62 ans après : le Collectif Bomoyi en Couleur évalue la participation de la femme au développement du Congo

Anaya Sakombi, Marie-Madeleine Kalala, Josephine Bawawana et Anne-Emilie Yooto

Sous l’impulsion de sa Coordinatrice Nationale, Madame Joséphine-Lucie Bawawana, le Collectif Bomoyi en Couleur a organisé une conférence-débat autour du thème « 62 ans après l’indépendance, quid de la participation de la femme dans la société congolaise ? ». Tenue le vendredi 11 mars 2022, dans la grande salle de conférence du Musée National de Kinshasa, cette conférence a été animée tour à tour par Mesdames Marie-Madeleine Kalala, Anne-Emilie Yooto Kasongo et Anaya Sakombi. Ce, dans un format participatif et de dialogue sous la modération de Madame Naomie Dangbele.

CHOIX DU THEMES ET APPEL AUX FEMMES

Dans son mot d’ouverture, la Coordinatrice Joséphine-Lucie Bawawana a signifié que le thème retenu pour cette conférence permet d’échanger librement sur la participation de développement de la femme congolaise qui, de 1960 à ce jour, n’est plus du tout la même.

Ce thème que nous avons choisi est tout simplement pour montrer que la femme, de 1960 à nos jours, n’est plus la même. Elle a su évoluer, elle a su se démarquer et accomplir des grandes choses. Elle ne cesse d’apprendre, de se former et de se débrouiller dans ce qu’elle peut accomplir .Joséphine-Lucie Bawawana.

Plus loin, dans son speech, elle a déclaré qu’il y a effectivement des avancées significatives de la femme sur sa participation au développement du pays. Mais, en toute honnêteté, elle reste d’avis que « le chemin est encore long » et que beaucoup d’autres actions doivent être posées pour une appréciation totale.

Avant de conclure son intervention, elle a lancé un appel aux femmes congolaises en ces termes : « Pour nous femmes, nous avons beaucoup à faire valoir. Le Congo a besoin de nous, et nous participerons à son ascension, à sa grandeur et à son développement ».

POINTS ABORDES PAR LES INTERVENANTS

Devant un public genré, majoritairement composé des femmes jeunes, adultes et âgées, les trois intervenantes présentes ont toutes apporté leur contribution en soutien au thème principal de la conférence.

Pour Anaya Sakombi, entrepreneure sociale et fondatrice de l’ONG Un pas vers la femme, elle a noté que le renforcement positif du niveau de conscience des jeunes femmes congolaises quant à leur participation au développement de la société.

Elles sont donc, de son avis, et particulièrement dans le secteur qui est le sien, devenues plus responsables et sensibles aux problèmes touchant la société.
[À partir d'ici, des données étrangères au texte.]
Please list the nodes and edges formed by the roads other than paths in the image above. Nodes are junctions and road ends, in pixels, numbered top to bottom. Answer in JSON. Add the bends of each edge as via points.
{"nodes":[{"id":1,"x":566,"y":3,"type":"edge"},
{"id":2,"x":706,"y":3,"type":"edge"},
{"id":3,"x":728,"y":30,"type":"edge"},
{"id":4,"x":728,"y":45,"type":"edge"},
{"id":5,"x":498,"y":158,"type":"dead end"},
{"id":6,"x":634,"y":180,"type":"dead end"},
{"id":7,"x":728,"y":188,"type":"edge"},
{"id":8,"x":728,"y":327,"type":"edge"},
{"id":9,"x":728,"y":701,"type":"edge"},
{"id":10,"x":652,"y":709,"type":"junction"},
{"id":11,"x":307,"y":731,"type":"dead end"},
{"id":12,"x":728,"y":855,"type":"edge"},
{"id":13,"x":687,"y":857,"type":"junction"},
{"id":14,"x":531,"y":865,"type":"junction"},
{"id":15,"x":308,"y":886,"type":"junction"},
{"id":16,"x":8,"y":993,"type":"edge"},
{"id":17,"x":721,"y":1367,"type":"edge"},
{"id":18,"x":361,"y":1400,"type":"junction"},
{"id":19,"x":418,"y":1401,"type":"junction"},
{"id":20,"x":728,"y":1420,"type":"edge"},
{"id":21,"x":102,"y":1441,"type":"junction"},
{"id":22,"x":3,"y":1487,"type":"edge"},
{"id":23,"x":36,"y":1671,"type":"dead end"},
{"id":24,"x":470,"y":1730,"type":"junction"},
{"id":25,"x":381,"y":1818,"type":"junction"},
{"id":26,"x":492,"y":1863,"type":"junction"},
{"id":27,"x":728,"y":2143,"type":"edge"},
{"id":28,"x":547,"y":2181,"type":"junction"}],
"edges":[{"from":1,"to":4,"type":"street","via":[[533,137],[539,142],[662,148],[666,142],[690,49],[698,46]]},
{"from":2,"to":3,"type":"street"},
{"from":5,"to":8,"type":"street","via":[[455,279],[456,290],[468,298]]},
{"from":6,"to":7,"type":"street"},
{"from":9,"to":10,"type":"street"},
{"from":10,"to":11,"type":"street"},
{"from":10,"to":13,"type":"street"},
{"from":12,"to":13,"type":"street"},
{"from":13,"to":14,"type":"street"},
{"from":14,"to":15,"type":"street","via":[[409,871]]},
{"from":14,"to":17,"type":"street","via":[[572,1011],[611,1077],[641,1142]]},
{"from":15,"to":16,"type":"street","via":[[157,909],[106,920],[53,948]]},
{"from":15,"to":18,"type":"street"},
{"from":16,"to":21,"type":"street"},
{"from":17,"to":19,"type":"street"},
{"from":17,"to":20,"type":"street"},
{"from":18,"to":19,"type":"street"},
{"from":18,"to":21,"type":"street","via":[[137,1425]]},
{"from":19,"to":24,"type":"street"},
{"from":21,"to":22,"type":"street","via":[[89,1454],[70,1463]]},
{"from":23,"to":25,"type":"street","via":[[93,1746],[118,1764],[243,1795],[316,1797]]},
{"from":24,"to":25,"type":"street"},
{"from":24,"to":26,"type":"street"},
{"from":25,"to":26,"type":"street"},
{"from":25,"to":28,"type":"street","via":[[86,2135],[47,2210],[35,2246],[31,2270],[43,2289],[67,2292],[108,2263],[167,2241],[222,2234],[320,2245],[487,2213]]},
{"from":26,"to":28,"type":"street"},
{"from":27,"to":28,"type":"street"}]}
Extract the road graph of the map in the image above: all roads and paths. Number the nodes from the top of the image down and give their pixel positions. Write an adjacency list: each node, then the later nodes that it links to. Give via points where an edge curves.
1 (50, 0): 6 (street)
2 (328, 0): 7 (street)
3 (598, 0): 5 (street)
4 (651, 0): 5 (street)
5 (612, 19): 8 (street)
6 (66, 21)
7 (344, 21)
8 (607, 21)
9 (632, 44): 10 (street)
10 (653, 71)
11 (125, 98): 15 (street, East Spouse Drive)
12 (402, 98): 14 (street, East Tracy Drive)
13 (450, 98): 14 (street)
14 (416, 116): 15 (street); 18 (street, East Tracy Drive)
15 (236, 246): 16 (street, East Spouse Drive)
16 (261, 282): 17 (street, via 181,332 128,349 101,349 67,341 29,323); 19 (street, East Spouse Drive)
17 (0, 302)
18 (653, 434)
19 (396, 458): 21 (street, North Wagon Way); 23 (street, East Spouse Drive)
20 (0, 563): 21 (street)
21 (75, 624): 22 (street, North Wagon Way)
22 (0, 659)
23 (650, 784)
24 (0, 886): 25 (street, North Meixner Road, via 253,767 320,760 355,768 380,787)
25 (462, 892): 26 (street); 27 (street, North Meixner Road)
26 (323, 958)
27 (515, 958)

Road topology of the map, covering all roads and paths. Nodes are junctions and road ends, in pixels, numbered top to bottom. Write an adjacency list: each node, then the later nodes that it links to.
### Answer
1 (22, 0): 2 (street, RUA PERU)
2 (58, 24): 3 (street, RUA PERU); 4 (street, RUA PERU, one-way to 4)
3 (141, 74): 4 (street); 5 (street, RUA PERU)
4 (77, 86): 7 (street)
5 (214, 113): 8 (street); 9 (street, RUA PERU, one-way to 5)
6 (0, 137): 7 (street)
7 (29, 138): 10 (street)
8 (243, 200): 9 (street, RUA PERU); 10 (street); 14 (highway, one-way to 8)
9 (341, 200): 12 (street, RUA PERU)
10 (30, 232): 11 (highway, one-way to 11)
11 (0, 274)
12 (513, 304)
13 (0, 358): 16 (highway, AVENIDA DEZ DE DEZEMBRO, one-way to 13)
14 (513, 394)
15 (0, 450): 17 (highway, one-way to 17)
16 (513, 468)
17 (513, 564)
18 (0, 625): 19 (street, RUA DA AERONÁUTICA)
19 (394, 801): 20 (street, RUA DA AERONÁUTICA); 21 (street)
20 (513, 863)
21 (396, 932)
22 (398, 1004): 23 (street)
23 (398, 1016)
Mais seulement, deux couacs s’érigent en obstacles à leur avancée. Entre autres, « le soutien insuffisant de l’Etat Congolais, les tracasseries administratives accrues et le manque de solidarité entre les femmes », a-t-elle déclaré.

Complétant la 1ère intervenante, Anne-Emilie Yooto Kasongo, Professionnelle dans le secteur bancaire et des finances, a aussi souligné une avancée, dans son secteur, de la participation de la femme congolaise.

Tout en précisant, dans son secteur, que les femmes occupent de plus en plus « des postes de décision », Anne-Emilie Yooto a également partagé son expérience professionnelle, mentionnant à cet effet que les rudiments de son métier lui ont été prodigués par une « femme, devenant son mentor ».

LES HOMMES SONT-ILS PLUS SOLIDAIRES ?

Par contre, prenant à son tour le micro, Marie-Madeleine Kalala, Avocate de renom dont le parcours professionnel est émaillé des riches expériences, s’est questionnée publiquement sur la prétendue solidarité des hommes.

« Sont-ils plus solidaires que les femmes ? », s’est-elle interrogée avec les participants. Non partante pour cette manière de voir, Marie-Madeleine Kalala croit cependant que les hommes savent user des stratégies.

@Marie-Madeleine KALALA

Notamment dans la problématique du positionnement, étant en mesure de laisser place aux plus habitants pourvu que les intérêts personnels et collectifs soient atteints.

Et réfléchissant à haute voix, cette intervenante de haute facture a conclu que « ce sont des qualités qui manquent aux femmes ».

Pour finir, elle aussi, n’a pas hésité de partager son expérience professionnelle qui remonte depuis le Zaïre sous Mobutu.